On CBN’s Bold, Timely Cleanup of POS Sub-sector

‎By Zekeri Idakwo Laruba

‎The Central Bank of Nigeria’s latest directives on agent banking and Point of Sale (POS) operations mark a watershed moment in the evolution of Nigeria’s financial system. For years, POS terminals have been the face of financial inclusion, bridging the gap between the formal banking world and the cash-dependent realities of ordinary Nigerians. But what began as an innovation to empower the unbanked has grown into a sprawling, often chaotic ecosystem. With the new guidelines, covering geo-tagging, single-principal affiliation, and transaction limits, the CBN is moving from passive oversight to active re-engineering of this space, in what can only be described as an unprecedented clean-up of Nigeria’s informal banking frontier.

‎Agent banking, at its core, allows third parties to provide financial services on behalf of licensed institutions. It was a brilliant solution for a country where millions live far from any physical bank branch. Yet, over time, the sheer speed of growth created loopholes.
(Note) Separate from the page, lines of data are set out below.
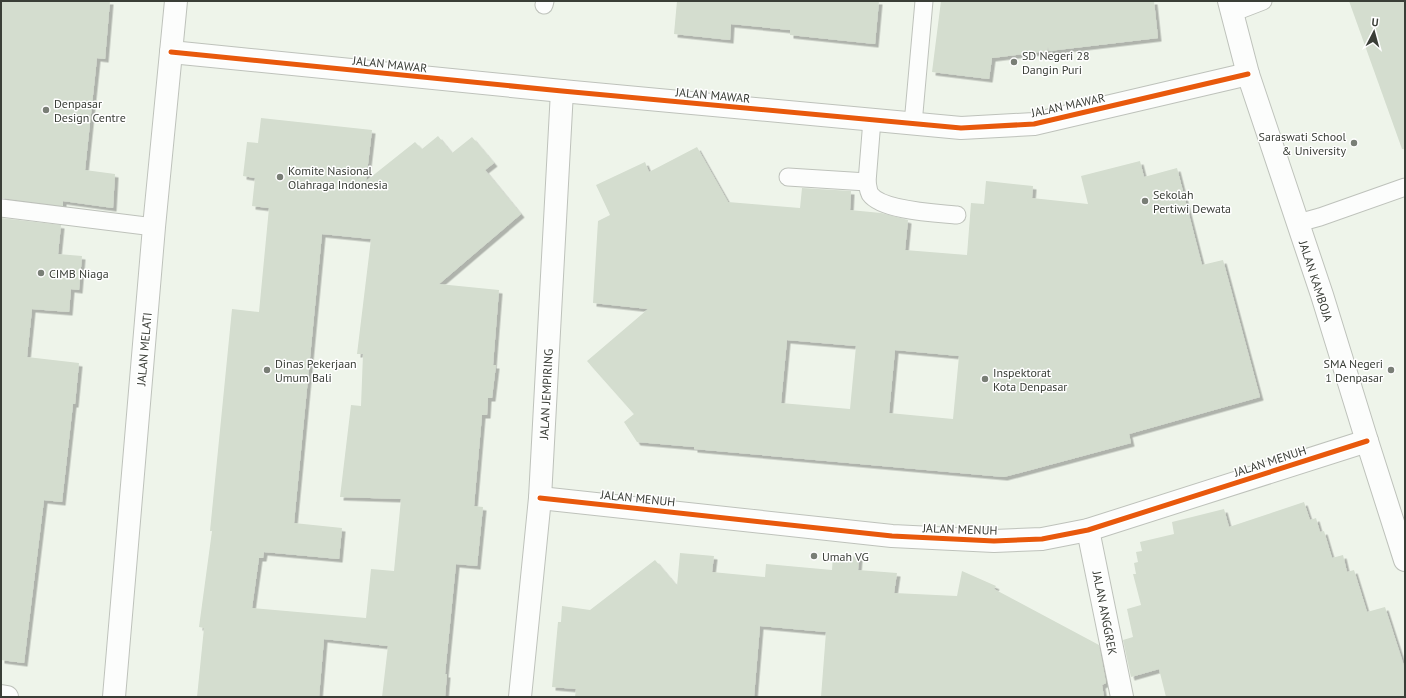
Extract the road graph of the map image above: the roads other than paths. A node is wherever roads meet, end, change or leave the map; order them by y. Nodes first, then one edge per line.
1 (176, 1) edge
2 (924, 1) edge
3 (1263, 1) edge
4 (1231, 7) edge
5 (171, 52) junction
6 (1248, 74) junction
7 (562, 91) junction
8 (872, 120) junction
9 (914, 124) junction
10 (788, 177) dead end
11 (867, 182) junction
12 (1405, 187) edge
13 (1, 208) edge
14 (957, 215) dead end
15 (1298, 224) junction
16 (154, 227) junction
17 (1367, 441) junction
18 (540, 498) junction
19 (1088, 530) junction
20 (1405, 560) edge
21 (1, 696) edge
22 (7, 697) edge
23 (114, 697) edge
24 (520, 697) edge
25 (1122, 697) edge

1 - 5 street, JALAN MELATI
2 - 9 lane
3 - 4 lane
4 - 6 street, JALAN KAMBOJA
5 - 7 street, JALAN MAWAR
5 - 16 street, JALAN MELATI
6 - 9 street, JALAN MAWAR
6 - 15 street, JALAN KAMBOJA
7 - 8 street, JALAN MAWAR
7 - 18 street, JALAN JEMPIRING
8 - 9 street, JALAN MAWAR
8 - 11 lane
10 - 11 lane
11 - 14 lane
12 - 15 lane
13 - 16 lane
15 - 17 street, JALAN KAMBOJA
16 - 23 street, JALAN MELATI
17 - 19 street, JALAN MENUH
17 - 20 street, JALAN KAMBOJA
18 - 19 street, JALAN MENUH
18 - 24 street, JALAN JEMPIRING
19 - 25 street, JALAN ANGGREK
21 - 22 street

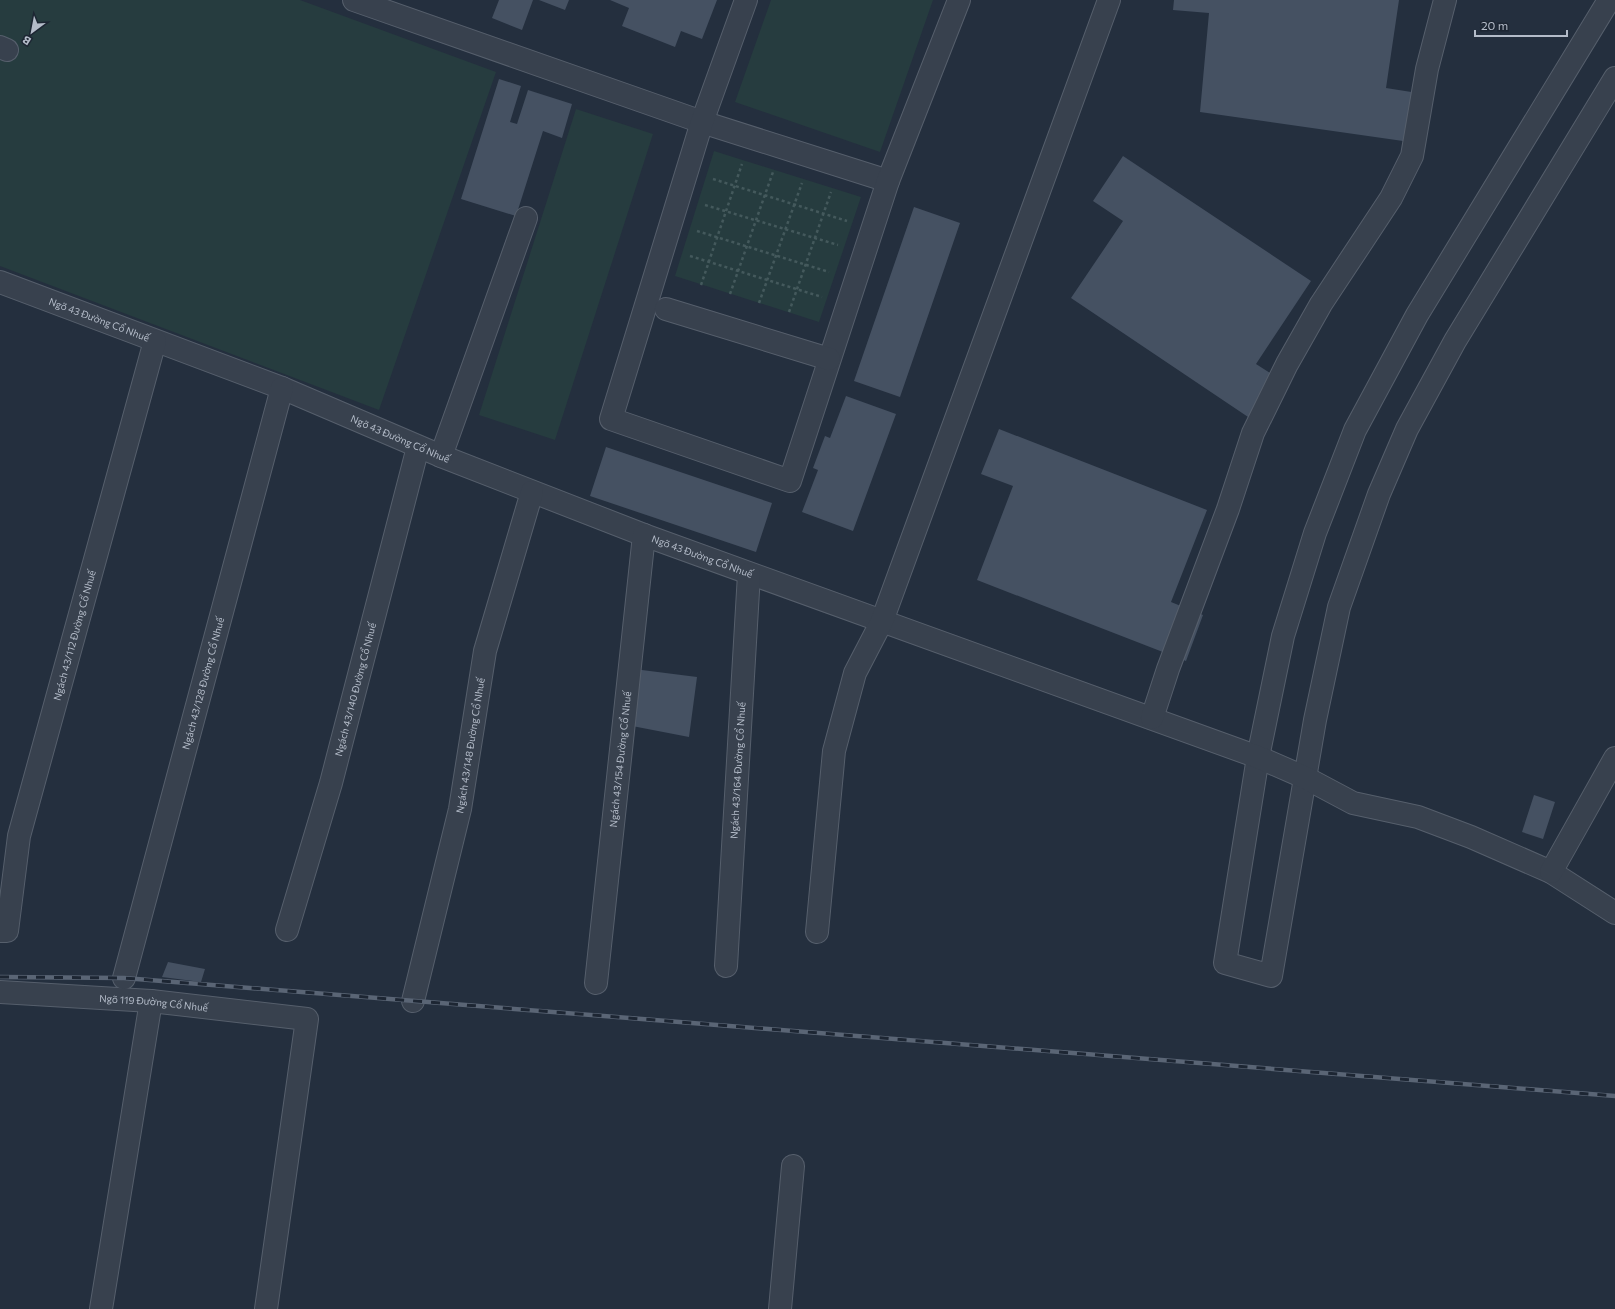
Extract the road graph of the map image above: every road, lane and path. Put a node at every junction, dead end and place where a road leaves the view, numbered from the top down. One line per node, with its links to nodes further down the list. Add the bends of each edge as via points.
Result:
1 (354, 0): 8 (street)
2 (746, 0): 8 (street)
3 (959, 0): 13 (street)
4 (1109, 0): 53 (street)
5 (1445, 0): 54 (street, via 1428,69 1412,156 1391,198 1321,304 1287,364 1253,433)
6 (1609, 0): 55 (street, via 1417,314 1355,430 1315,533 1283,636)
7 (1615, 78): 57 (street, via 1455,341 1407,429 1379,494 1339,607 1315,720)
8 (702, 122): 13 (street); 46 (street, via 610,419 790,481)
9 (744, 160): 14 (path)
10 (774, 170): 16 (path)
11 (707, 177): 14 (path)
12 (803, 178): 18 (path)
13 (888, 181): 46 (street)
14 (735, 186): 16 (path); 19 (path)
15 (832, 188): 20 (path)
16 (765, 195): 18 (path); 22 (path)
17 (698, 203): 19 (path)
18 (794, 204): 20 (path); 25 (path)
19 (726, 211): 22 (path); 26 (path)
20 (823, 214): 23 (path); 27 (path)
21 (526, 218): 49 (street)
22 (756, 220): 25 (path); 28 (path)
23 (852, 223)
24 (690, 229): 26 (path)
25 (785, 229): 27 (path); 31 (path)
26 (717, 237): 28 (path); 32 (path)
27 (815, 237): 29 (path); 33 (path)
28 (747, 247): 31 (path); 34 (path)
29 (844, 247)
30 (683, 254): 32 (path)
31 (776, 255): 33 (path); 36 (path)
32 (709, 262): 34 (path); 37 (path)
33 (806, 265): 35 (path); 39 (path)
34 (738, 271): 36 (path); 40 (path)
35 (835, 274)
36 (767, 280): 39 (path); 42 (path)
37 (701, 284)
38 (1, 288): 45 (street, Ngõ 43 Đường Cổ Nhuế)
39 (797, 289): 41 (path); 44 (path)
40 (730, 294)
41 (827, 298)
42 (759, 303)
43 (666, 309): 46 (street)
44 (789, 312)
45 (155, 341): 47 (street, Ngõ 43 Đường Cổ Nhuế); 61 (street, Ngách 43/112 Đường Cổ Nhuế, via 19,836)
46 (829, 360)
47 (282, 388): 48 (street, Ngõ 43 Đường Cổ Nhuế); 64 (street, Ngách 43/128 Đường Cổ Nhuế)
48 (418, 447): 49 (street, Ngõ 43 Đường Cổ Nhuế); 60 (street, Ngách 43/140 Đường Cổ Nhuế, via 333,775)
49 (441, 456): 50 (street, Ngõ 43 Đường Cổ Nhuế)
50 (532, 492): 51 (street, Ngõ 43 Đường Cổ Nhuế); 68 (street, Ngách 43/148 Đường Cổ Nhuế, via 485,651 460,809)
51 (644, 535): 52 (street, Ngõ 43 Đường Cổ Nhuế); 65 (street, Ngách 43/154 Đường Cổ Nhuế)
52 (749, 574): 53 (street, Ngõ 43 Đường Cổ Nhuế); 63 (street, Ngách 43/164 Đường Cổ Nhuế)
53 (882, 621): 54 (street, Ngõ 43 Đường Cổ Nhuế); 62 (street, via 855,673 834,750)
54 (1152, 718): 55 (street, Ngõ 43 Đường Cổ Nhuế)
55 (1258, 757): 57 (street, Ngõ 43 Đường Cổ Nhuế); 57 (street, via 1225,963 1271,976)
56 (1615, 758): 58 (street)
57 (1306, 778): 58 (street, Ngõ 43 Đường Cổ Nhuế, via 1352,803 1418,817)
58 (1551, 872): 59 (street, Ngõ 43 Đường Cổ Nhuế)
59 (1615, 913)
60 (287, 930)
61 (3, 931)
62 (817, 932)
63 (726, 966)
64 (124, 978)
65 (596, 983)
66 (0, 992): 67 (street, Ngõ 119 Đường Cổ Nhuế)
67 (151, 1000): 70 (street); 71 (street, Ngõ 119 Đường Cổ Nhuế, via 307,1019)
68 (413, 1001)
69 (793, 1166): 72 (street)
70 (102, 1309)
71 (266, 1309)
72 (780, 1309)

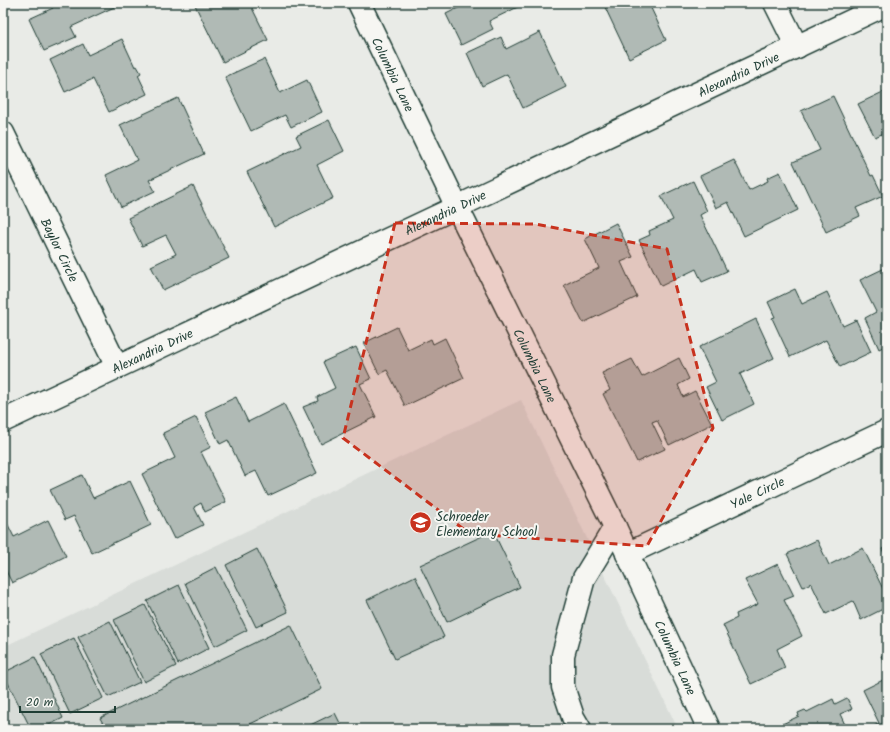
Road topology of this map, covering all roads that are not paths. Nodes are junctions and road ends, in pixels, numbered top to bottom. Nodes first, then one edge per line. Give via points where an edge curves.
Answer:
1 (359, 3) edge
2 (775, 3) edge
3 (887, 4) edge
4 (797, 47) junction
5 (3, 133) edge
6 (457, 207) junction
7 (117, 367) junction
8 (3, 421) edge
9 (887, 431) edge
10 (615, 527) junction
11 (627, 554) junction
12 (580, 729) edge
13 (710, 729) edge

1 - 6 street, Columbia Lane
2 - 4 street
3 - 4 street, Alexandria Drive
4 - 6 street, Alexandria Drive
5 - 7 street, Baylor Circle
6 - 7 street, Alexandria Drive
6 - 10 street, Columbia Lane
7 - 8 street, Alexandria Drive
9 - 11 street, Yale Circle
10 - 11 street, Columbia Lane
10 - 12 street via 584,578 563,655 563,688 572,717
11 - 13 street, Columbia Lane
Multiple agents began operating under different financial institutions using the same POS terminals. Fraudsters cloned machines. Unregistered operators entered the field. Consumers suffered arbitrary charges, unresolved disputes, and, in some cases, outright theft. By 2025, the system had become too vital to ignore but too unruly to trust. That is the problem the apex bank now seeks to fix.

‎At the heart of the new reform is geo-tagging, an innocuous-sounding term with revolutionary potential. Every POS terminal in the country must now be digitally linked to a specific physical location, complete with GPS coordinates. This simple act transforms Nigeria’s financial landscape into a verifiable map, where every transaction can be traced to a real point on the ground. With geo-tagging, the regulator can see where money moves, detect unusual patterns, and identify suspicious clusters of activity. It also arms customers with the ability to verify legitimate agents and report misconduct backed by location data. In a country where faceless fraud has long thrived, geo-tagging promises a long-overdue dose of visibility and accountability.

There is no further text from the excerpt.